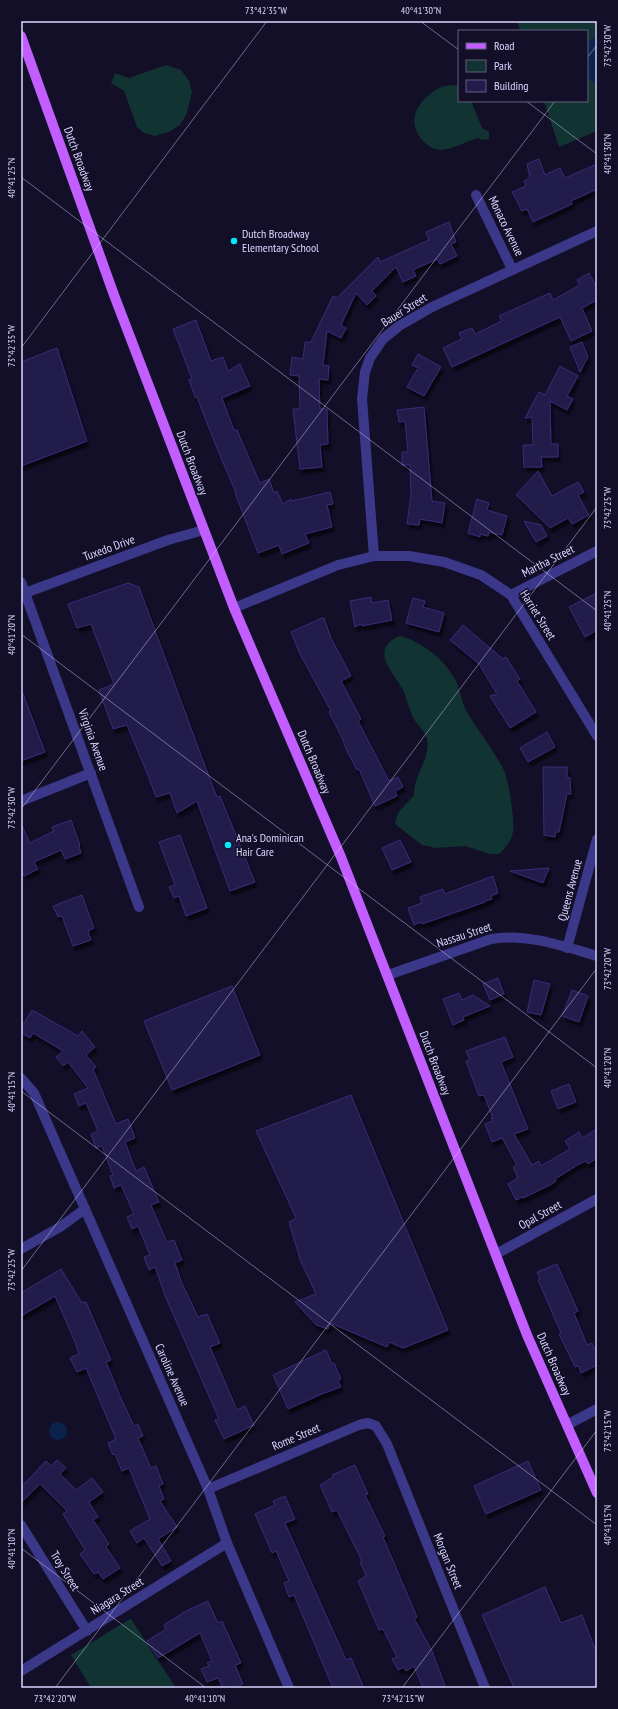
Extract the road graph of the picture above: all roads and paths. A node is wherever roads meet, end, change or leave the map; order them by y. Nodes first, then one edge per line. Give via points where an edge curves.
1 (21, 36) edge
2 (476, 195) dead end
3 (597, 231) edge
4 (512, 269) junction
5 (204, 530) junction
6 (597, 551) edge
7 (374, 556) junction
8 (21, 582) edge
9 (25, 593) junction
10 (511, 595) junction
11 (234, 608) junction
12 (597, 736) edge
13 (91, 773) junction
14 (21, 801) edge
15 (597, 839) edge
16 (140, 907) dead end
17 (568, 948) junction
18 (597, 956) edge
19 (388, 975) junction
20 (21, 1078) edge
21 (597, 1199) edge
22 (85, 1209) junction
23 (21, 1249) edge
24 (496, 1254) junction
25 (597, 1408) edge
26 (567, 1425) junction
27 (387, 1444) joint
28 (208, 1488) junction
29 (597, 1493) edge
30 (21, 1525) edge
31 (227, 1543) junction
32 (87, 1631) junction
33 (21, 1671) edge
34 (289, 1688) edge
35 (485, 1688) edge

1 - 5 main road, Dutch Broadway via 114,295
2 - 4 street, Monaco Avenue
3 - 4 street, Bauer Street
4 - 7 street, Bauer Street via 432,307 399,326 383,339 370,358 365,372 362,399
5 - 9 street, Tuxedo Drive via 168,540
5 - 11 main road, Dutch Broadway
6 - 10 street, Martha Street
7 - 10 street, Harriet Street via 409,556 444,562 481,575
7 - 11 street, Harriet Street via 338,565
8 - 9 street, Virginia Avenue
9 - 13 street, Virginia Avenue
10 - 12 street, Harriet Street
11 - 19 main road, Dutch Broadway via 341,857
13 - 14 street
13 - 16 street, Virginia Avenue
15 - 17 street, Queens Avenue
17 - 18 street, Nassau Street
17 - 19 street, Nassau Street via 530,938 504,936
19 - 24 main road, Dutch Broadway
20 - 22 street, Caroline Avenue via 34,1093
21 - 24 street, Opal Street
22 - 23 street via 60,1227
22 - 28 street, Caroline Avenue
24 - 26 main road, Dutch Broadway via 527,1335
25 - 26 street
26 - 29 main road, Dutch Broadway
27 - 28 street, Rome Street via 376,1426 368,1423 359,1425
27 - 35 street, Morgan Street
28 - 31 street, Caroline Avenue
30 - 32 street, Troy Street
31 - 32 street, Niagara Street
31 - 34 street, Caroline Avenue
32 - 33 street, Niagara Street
════
Each line above is to be copied verbatim. Drop any image from the copy.

▶ _RESPONSE TO THIS TASK_
Extract the road graph of the picture above: all roads and paths. A node is wherever roads meet, end, change or leave the map; order them by y. Nodes first, then one edge per line. Give via points where an edge curves.
1 (21, 36) edge
2 (476, 195) dead end
3 (597, 231) edge
4 (512, 269) junction
5 (204, 530) junction
6 (597, 551) edge
7 (374, 556) junction
8 (21, 582) edge
9 (25, 593) junction
10 (511, 595) junction
11 (234, 608) junction
12 (597, 736) edge
13 (91, 773) junction
14 (21, 801) edge
15 (597, 839) edge
16 (140, 907) dead end
17 (568, 948) junction
18 (597, 956) edge
19 (388, 975) junction
20 (21, 1078) edge
21 (597, 1199) edge
22 (85, 1209) junction
23 (21, 1249) edge
24 (496, 1254) junction
25 (597, 1408) edge
26 (567, 1425) junction
27 (387, 1444) joint
28 (208, 1488) junction
29 (597, 1493) edge
30 (21, 1525) edge
31 (227, 1543) junction
32 (87, 1631) junction
33 (21, 1671) edge
34 (289, 1688) edge
35 (485, 1688) edge

1 - 5 main road, Dutch Broadway via 114,295
2 - 4 street, Monaco Avenue
3 - 4 street, Bauer Street
4 - 7 street, Bauer Street via 432,307 399,326 383,339 370,358 365,372 362,399
5 - 9 street, Tuxedo Drive via 168,540
5 - 11 main road, Dutch Broadway
6 - 10 street, Martha Street
7 - 10 street, Harriet Street via 409,556 444,562 481,575
7 - 11 street, Harriet Street via 338,565
8 - 9 street, Virginia Avenue
9 - 13 street, Virginia Avenue
10 - 12 street, Harriet Street
11 - 19 main road, Dutch Broadway via 341,857
13 - 14 street
13 - 16 street, Virginia Avenue
15 - 17 street, Queens Avenue
17 - 18 street, Nassau Street
17 - 19 street, Nassau Street via 530,938 504,936
19 - 24 main road, Dutch Broadway
20 - 22 street, Caroline Avenue via 34,1093
21 - 24 street, Opal Street
22 - 23 street via 60,1227
22 - 28 street, Caroline Avenue
24 - 26 main road, Dutch Broadway via 527,1335
25 - 26 street
26 - 29 main road, Dutch Broadway
27 - 28 street, Rome Street via 376,1426 368,1423 359,1425
27 - 35 street, Morgan Street
28 - 31 street, Caroline Avenue
30 - 32 street, Troy Street
31 - 32 street, Niagara Street
31 - 34 street, Caroline Avenue
32 - 33 street, Niagara Street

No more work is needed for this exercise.